1. Disulfiram (Antabuse) — CP6b GSDMD inhibitor. - 503A eligibility: Tier 2 (component of FDA-approved drug). FDA-approved 1951 for alcohol-use disorder; off-patent; bulk API widely available from compounding-pharmacy suppliers. - Gout-relevant evidence: In vitro — Hu et al. 2020 (Nat Immunol) — disulfiram directly inhibits gasdermin D pore formation, blocking IL-1β release downstream of NLRP3. No human gout trials. - Dose modeling — comp-027 (2026-05-16) → YELLOW-leaning-GREEN. A narrow sub-AUD GSDMD-dominant dose window exists, centered on 100 mg/day (range 75–125 mg/d), where parent DSF Cmax (0.40 µM, 1.3× cell-free GSDMD IC50 of 0.30 µM per Hu 2020) engages pore-formation blockade while plasma Me-DTC peak (~70 nM) stays at or below the Faiman-1989 DER hypotension threshold (~70 nM at 40% ALDH inhibition). NLRP3-palmitoylation EC50 (Xu 2024, 10 µM) requires AUD-dose+ plasma — sub-AUD is selectively GSDMD-engaging, not pan-NLRP3-engaging. Sensitivity dominated by GSDMD EC50 anchor choice + parent DSF Cmax PK at 100 mg (single empirical HPLC measurement in N=3–5 volunteers would collapse this uncertainty). - Compounding play: two-phase protocol per comp-027 handoff. - Phase 1 — Dose-titration starter: IR capsule, strengths 50/75/100/125 mg. Titration 50 → 100 mg/d over 14 days with weekly clinical check for incidental ethanol exposure. - Phase 2 — Chronic maintenance: ER lipid-matrix tablet (glyceryl behenate + HPMC K100M), 100 mg QD. Cmax compression keeps ALDH inhibition below DER threshold while sustaining GSDMD covalent engagement. - Companion: allopurinol 100–300 mg/d standard-of-care (Asiri 2025 rat MSU model showed allopurinol-disulfiram synergy). - Analytical: USP <711> dissolution + USP <905> content uniformity required for ER formulation; outsource if pharmacy lacks in-house capability. - Drug-interaction landscape (sub-AUD): absolute contraindications stay (metronidazole, MAOIs — DER stacking). CYP-mediated PK interactions (warfarin, phenytoin, theophylline, alprazolam) become manageable with monitoring vs. avoidance at AUD dose. Incidental ethanol (kombucha, koji-fermented foods) tolerance improved but per-batch caution still warranted. Gout co-administration is clean (allopurinol synergistic; colchicine + low-dose corticosteroids stack without major DI). - Evidence level for the application: Mechanistic extrapolation + in vitro + in silico dose modeling. Per-patient HPLC-anchored dose-finding is the wet-lab gate before broader patient use.

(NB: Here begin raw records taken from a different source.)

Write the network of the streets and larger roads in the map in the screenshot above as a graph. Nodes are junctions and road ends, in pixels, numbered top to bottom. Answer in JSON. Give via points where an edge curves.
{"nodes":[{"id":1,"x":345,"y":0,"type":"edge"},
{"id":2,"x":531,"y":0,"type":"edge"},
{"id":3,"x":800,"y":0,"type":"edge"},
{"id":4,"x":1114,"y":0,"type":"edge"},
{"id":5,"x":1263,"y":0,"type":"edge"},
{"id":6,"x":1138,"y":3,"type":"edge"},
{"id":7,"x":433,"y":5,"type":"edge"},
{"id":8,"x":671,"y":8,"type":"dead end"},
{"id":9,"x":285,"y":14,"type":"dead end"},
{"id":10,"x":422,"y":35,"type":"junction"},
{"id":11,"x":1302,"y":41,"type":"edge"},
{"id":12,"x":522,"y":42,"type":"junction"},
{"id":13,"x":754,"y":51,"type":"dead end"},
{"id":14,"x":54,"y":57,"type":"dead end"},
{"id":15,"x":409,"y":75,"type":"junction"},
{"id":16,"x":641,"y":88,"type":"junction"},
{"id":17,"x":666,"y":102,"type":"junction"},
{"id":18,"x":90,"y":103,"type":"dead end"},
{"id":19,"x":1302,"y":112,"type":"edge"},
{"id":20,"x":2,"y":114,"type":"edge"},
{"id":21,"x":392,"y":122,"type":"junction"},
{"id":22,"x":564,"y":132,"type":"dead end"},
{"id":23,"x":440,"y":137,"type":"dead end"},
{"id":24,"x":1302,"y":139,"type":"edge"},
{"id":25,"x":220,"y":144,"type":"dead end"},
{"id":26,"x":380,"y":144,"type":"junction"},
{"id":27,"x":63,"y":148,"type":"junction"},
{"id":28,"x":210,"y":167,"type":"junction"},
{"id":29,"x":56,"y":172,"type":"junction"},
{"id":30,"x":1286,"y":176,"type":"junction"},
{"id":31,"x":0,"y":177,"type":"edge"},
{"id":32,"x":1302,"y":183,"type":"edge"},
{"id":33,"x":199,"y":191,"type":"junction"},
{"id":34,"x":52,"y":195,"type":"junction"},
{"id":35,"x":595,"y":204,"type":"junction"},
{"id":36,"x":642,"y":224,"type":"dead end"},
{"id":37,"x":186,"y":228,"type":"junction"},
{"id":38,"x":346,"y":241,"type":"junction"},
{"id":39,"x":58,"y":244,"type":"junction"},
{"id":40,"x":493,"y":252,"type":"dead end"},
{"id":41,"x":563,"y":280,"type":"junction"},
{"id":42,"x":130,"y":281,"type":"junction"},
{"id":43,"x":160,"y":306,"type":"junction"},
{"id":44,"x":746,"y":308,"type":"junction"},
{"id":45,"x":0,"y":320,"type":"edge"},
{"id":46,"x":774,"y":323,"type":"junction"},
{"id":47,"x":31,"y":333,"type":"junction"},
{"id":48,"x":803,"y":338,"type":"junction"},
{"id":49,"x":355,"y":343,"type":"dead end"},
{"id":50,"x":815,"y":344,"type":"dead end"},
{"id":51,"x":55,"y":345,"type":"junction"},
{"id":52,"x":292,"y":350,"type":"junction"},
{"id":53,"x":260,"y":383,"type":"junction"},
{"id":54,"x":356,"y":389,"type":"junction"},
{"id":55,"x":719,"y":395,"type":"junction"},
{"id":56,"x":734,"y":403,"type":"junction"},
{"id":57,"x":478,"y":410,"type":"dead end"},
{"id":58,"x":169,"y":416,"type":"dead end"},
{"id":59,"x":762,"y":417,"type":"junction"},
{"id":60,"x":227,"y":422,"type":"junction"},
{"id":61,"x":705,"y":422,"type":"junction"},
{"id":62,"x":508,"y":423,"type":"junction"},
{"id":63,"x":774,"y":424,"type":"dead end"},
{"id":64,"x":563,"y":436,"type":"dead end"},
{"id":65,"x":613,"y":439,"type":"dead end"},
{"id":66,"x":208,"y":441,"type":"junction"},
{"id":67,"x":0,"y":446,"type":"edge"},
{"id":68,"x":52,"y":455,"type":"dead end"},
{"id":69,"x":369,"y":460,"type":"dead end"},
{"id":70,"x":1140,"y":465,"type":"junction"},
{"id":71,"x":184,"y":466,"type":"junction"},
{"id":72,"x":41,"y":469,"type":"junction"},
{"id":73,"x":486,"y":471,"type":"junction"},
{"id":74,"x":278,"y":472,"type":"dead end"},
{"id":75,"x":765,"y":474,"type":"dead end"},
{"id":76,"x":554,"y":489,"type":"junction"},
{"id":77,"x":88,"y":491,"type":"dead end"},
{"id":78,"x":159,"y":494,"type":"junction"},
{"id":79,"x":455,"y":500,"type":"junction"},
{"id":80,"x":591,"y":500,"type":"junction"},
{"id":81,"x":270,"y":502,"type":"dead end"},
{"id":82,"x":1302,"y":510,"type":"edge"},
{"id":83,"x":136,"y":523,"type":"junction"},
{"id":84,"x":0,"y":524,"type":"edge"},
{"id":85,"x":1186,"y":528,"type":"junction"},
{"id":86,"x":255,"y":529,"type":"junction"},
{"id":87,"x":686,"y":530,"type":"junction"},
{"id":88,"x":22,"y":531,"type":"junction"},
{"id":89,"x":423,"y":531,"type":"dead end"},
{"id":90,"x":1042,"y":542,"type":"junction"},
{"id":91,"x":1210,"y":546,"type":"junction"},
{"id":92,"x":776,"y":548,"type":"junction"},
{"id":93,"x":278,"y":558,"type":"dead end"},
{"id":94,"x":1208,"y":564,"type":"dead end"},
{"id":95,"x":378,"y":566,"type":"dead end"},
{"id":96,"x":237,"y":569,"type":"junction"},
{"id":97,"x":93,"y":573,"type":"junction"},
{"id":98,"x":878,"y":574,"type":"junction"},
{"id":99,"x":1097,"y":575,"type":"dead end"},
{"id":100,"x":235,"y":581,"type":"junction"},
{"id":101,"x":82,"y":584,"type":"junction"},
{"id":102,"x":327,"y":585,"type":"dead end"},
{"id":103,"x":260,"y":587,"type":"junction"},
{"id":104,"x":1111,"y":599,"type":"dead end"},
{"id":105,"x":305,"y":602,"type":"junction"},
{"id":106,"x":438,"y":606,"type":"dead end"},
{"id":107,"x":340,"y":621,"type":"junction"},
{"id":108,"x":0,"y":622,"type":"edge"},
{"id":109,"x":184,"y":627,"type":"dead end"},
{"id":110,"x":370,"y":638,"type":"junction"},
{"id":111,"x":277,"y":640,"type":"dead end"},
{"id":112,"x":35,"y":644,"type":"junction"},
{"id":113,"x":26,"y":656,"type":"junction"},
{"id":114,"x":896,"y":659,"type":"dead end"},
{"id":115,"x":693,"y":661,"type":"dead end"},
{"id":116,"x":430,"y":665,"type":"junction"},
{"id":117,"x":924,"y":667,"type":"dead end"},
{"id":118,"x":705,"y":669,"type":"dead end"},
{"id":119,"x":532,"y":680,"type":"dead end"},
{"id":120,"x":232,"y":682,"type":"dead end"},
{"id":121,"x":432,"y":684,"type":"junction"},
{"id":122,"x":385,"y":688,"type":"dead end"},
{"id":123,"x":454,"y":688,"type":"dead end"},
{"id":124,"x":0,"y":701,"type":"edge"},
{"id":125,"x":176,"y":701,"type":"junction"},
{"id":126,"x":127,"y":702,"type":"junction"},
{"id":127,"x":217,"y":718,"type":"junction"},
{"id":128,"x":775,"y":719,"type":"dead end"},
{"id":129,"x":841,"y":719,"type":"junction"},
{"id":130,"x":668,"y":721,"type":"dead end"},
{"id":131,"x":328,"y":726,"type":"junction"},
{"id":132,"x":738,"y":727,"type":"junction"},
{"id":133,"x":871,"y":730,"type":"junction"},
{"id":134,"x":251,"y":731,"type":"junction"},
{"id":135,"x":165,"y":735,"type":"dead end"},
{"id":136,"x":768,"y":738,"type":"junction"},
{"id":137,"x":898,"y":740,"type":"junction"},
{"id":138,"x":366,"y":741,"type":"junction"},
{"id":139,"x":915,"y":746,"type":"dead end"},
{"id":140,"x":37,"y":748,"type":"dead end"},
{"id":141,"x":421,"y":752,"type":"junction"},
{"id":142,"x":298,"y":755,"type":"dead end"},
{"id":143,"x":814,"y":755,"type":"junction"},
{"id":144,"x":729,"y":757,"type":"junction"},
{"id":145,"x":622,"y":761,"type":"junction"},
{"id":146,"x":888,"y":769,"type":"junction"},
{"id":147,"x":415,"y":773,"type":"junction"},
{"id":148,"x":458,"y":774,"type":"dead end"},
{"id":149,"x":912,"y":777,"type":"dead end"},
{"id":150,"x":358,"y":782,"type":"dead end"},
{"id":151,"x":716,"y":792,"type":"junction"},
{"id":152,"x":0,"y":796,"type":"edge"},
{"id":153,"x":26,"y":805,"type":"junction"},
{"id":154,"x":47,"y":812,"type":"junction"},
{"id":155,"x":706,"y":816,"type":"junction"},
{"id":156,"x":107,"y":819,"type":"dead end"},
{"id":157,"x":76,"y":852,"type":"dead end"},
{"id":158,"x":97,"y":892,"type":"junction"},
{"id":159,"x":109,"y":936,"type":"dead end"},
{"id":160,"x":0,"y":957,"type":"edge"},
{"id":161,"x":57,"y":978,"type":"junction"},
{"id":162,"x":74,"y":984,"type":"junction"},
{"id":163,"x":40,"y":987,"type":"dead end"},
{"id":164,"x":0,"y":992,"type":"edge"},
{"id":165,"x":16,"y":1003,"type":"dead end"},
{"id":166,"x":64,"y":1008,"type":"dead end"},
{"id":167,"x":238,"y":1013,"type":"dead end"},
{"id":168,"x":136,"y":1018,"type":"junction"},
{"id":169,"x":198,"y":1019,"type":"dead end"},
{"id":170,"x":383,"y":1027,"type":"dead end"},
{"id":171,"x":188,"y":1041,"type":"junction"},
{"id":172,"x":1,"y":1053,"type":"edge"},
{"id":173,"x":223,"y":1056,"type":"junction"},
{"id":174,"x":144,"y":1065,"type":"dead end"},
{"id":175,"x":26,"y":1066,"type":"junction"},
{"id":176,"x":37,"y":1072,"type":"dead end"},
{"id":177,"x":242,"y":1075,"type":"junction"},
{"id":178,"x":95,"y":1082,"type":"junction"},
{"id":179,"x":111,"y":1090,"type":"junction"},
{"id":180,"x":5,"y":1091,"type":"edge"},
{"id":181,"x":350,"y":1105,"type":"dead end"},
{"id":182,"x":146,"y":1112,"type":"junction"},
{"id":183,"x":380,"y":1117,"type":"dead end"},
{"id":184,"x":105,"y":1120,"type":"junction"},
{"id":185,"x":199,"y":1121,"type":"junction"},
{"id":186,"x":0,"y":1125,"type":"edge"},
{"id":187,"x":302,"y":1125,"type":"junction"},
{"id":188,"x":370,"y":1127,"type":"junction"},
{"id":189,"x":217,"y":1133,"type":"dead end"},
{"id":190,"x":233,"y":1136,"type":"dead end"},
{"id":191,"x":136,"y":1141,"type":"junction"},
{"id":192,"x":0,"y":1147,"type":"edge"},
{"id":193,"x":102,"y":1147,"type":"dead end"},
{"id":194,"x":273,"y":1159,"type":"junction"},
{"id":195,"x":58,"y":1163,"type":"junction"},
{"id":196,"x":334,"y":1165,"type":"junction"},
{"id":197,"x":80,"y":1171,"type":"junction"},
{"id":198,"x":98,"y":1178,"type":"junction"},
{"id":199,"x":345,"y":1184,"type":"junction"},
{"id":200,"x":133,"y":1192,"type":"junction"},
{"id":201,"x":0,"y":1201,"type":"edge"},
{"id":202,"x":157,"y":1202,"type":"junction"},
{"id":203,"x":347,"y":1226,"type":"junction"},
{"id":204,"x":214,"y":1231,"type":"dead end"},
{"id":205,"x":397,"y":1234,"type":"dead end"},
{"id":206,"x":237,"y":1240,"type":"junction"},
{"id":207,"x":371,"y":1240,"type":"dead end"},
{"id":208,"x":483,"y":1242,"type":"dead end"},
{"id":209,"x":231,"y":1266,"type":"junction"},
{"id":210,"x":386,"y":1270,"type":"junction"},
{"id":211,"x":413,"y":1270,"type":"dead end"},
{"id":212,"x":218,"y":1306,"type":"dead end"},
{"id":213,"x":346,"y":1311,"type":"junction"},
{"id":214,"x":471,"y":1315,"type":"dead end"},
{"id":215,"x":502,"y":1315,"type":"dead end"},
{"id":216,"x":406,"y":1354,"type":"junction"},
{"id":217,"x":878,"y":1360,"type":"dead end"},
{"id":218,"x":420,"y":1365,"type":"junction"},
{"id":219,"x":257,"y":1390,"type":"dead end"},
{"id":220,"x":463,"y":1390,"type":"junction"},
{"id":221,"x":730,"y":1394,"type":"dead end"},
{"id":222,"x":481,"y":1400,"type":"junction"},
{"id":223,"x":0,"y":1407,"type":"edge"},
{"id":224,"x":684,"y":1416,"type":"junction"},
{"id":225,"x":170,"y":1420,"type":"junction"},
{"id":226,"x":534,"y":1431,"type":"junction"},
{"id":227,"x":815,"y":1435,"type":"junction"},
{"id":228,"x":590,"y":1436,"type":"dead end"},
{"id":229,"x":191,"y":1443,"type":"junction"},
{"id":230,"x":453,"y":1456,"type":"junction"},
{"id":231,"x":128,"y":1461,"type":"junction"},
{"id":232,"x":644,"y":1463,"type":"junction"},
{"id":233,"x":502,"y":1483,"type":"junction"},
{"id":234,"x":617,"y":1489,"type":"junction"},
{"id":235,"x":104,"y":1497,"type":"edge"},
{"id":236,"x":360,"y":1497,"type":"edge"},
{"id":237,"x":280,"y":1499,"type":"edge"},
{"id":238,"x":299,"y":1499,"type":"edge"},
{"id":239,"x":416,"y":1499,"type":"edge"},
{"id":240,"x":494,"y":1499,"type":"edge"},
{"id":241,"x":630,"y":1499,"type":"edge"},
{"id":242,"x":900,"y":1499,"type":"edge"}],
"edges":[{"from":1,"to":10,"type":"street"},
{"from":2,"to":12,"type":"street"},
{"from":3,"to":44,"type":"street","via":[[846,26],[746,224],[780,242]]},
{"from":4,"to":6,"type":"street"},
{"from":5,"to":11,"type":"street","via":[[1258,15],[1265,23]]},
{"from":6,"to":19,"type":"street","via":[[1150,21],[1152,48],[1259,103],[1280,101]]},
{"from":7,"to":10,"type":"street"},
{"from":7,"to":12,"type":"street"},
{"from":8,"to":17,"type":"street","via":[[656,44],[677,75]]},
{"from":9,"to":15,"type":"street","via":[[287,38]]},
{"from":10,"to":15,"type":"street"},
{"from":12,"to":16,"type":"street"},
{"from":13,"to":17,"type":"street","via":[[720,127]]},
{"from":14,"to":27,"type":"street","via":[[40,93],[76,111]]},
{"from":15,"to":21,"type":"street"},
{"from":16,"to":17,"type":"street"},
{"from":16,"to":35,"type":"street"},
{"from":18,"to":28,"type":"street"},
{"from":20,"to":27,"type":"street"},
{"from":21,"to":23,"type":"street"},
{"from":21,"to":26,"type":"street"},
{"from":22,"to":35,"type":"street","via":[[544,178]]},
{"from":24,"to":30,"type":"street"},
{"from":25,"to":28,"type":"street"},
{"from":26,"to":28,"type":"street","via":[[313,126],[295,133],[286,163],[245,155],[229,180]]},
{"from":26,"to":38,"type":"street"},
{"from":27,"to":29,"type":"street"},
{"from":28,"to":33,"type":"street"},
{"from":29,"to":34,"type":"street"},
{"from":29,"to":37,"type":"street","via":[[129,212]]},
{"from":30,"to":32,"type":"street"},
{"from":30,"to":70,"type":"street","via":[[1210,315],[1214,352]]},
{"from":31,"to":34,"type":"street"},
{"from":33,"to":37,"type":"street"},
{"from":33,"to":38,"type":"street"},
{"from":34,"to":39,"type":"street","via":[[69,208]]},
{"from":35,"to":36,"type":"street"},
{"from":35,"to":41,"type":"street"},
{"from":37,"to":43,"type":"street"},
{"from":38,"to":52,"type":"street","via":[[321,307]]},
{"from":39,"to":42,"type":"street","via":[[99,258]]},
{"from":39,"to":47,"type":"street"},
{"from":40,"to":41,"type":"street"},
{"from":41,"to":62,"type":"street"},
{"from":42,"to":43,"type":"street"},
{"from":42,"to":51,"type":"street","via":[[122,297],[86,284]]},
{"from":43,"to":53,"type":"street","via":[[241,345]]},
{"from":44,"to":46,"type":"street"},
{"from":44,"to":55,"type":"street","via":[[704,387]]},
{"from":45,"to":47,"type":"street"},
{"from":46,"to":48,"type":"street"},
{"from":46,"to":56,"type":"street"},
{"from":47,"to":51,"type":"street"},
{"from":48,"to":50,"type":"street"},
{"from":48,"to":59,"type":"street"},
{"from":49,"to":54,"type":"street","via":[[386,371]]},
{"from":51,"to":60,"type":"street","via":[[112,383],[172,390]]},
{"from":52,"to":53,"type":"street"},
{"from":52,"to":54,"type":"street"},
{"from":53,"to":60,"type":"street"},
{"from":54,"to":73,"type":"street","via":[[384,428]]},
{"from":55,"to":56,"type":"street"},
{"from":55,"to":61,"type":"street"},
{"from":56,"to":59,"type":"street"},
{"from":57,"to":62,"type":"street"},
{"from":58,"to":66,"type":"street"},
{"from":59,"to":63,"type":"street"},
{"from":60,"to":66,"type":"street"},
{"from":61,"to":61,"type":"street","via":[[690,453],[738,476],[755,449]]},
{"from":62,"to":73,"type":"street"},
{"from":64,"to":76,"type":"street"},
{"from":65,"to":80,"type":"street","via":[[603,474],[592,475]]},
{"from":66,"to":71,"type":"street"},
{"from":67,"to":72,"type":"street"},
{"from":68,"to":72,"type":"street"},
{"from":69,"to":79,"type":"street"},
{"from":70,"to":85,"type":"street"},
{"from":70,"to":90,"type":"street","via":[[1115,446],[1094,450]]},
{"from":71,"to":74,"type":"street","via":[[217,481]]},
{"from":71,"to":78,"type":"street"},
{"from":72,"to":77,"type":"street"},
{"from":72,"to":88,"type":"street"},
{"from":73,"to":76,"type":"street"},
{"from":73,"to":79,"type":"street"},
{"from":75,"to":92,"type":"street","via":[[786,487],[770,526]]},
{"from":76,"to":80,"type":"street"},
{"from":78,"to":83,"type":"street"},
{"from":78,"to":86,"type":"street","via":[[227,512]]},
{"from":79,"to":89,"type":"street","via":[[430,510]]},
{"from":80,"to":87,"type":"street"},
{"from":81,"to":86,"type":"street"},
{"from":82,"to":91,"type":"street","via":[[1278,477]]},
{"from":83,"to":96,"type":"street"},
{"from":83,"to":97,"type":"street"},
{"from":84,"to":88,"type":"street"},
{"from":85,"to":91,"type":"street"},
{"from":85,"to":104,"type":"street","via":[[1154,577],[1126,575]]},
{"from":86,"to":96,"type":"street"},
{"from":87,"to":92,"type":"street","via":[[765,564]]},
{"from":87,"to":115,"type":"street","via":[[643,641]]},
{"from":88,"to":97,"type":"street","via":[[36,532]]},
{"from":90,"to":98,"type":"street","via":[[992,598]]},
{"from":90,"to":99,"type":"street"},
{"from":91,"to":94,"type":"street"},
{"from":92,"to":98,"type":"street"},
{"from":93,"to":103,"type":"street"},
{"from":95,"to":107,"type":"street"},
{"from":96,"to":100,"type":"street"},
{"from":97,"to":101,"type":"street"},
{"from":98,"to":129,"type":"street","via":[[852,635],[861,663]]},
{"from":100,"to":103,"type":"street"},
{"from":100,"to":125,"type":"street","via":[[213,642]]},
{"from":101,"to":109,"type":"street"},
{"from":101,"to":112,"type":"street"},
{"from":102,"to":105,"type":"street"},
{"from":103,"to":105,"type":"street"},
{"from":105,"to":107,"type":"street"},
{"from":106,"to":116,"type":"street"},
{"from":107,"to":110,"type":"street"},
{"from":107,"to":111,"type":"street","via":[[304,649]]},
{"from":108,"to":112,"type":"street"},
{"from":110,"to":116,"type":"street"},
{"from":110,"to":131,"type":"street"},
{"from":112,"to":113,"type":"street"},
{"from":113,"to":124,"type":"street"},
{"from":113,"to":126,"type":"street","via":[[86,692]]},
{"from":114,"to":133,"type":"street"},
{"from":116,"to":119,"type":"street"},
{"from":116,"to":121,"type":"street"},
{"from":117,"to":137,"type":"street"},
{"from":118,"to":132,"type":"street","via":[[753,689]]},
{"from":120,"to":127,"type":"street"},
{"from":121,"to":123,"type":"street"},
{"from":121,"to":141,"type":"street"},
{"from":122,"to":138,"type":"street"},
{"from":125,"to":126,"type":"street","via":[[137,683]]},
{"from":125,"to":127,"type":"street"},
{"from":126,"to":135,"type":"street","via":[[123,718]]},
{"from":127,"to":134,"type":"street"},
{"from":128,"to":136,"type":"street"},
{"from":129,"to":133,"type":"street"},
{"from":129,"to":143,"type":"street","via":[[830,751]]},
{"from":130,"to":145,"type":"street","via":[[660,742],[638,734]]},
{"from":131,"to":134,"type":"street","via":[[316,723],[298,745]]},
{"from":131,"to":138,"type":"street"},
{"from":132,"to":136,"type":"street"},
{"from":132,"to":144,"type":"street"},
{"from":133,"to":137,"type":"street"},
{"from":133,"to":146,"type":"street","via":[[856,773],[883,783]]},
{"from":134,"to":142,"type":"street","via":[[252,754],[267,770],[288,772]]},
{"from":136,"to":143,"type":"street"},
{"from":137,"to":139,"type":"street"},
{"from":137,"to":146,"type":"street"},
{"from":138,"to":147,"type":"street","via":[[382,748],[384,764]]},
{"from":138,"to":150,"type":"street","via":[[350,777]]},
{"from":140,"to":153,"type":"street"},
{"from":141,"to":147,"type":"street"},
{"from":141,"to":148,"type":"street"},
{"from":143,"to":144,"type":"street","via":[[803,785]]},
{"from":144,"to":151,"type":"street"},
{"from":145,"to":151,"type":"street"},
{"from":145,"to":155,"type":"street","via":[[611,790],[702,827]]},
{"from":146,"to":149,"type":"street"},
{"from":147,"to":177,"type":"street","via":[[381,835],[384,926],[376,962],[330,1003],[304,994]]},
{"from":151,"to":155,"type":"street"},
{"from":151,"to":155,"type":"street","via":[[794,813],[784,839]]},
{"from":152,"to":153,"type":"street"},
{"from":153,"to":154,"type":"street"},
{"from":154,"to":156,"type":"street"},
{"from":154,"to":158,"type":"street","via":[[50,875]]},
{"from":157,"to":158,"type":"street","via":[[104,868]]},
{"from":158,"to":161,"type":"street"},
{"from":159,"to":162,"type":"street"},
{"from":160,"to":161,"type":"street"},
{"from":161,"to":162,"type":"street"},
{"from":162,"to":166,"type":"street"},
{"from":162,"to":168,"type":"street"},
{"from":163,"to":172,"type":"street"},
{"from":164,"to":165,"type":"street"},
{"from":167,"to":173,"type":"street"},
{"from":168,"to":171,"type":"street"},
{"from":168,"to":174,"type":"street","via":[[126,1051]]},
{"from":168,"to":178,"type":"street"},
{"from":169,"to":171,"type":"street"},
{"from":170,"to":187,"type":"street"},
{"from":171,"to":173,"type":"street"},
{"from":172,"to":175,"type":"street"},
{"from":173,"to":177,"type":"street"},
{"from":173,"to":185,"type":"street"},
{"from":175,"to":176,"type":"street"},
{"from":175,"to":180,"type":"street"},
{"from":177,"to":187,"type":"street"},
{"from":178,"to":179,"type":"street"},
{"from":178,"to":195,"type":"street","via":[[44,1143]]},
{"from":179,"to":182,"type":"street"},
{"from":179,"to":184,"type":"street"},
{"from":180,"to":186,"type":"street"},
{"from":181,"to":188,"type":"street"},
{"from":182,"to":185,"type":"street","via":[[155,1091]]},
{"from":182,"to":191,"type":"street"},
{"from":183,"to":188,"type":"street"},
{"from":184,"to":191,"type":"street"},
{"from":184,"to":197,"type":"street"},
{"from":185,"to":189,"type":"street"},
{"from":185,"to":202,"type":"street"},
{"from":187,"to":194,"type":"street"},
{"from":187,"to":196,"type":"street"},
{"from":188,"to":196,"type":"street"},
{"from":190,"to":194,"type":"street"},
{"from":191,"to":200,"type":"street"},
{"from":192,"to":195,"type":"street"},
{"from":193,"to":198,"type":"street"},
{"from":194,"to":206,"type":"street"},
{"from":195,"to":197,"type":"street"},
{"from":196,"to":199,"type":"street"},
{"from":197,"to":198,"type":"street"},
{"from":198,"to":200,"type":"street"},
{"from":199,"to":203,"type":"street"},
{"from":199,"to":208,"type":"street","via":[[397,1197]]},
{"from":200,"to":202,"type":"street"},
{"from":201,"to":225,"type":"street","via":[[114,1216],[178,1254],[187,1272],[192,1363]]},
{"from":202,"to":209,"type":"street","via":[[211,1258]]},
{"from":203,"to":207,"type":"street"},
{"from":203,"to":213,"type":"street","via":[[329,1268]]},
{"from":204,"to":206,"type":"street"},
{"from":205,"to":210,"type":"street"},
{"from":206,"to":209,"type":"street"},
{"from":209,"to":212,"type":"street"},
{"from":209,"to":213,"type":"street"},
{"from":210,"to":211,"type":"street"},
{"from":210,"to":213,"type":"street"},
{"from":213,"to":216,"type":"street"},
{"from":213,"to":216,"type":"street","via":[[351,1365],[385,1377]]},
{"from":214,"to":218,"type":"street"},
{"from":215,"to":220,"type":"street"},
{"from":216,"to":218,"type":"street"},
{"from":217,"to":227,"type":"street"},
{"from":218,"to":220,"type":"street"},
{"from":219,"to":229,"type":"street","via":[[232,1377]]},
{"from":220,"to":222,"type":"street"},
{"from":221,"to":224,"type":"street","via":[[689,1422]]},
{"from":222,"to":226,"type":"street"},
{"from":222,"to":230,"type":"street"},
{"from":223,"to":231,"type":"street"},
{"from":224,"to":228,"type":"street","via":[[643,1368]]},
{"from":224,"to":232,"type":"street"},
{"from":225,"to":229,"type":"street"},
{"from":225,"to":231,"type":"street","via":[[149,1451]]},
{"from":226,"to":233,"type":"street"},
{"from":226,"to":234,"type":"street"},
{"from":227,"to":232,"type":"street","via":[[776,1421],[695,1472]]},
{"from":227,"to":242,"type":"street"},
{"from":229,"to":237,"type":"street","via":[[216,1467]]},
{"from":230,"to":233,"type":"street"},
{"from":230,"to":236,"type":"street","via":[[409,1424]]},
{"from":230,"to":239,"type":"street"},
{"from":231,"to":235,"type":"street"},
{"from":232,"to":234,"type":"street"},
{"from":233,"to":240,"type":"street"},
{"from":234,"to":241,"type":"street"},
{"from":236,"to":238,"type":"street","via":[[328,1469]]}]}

2. Zileuton — CP6a 5-LOX inhibitor. - 503A eligibility: Tier 2 (component of FDA-approved drug Zyflo, 1996, asthma); off-patent. Bulk API availability is a supplier-side question, not a regulatory listing question — current Zyflo distribution is small enough that compounding-pharmacy supplier networks may not stock the API even though 503A eligibility is structurally clean. - Gout-relevant evidence: Mechanistic extrapolation + in vitro — 5-LOX produces LTB4, a neutrophil chemoattractant active in gout flares. Zileuton blocks 5-LOX. No gout clinical trials. - Compounding play: if a compounding supplier carries the bulk API, low-dose ER zileuton for flare prophylaxis is a clean repurposing experiment. Risk: zileuton has known hepatotoxicity signal in asthma cohorts; compounded use needs liver monitoring. - Evidence level: Mechanistic extrapolation.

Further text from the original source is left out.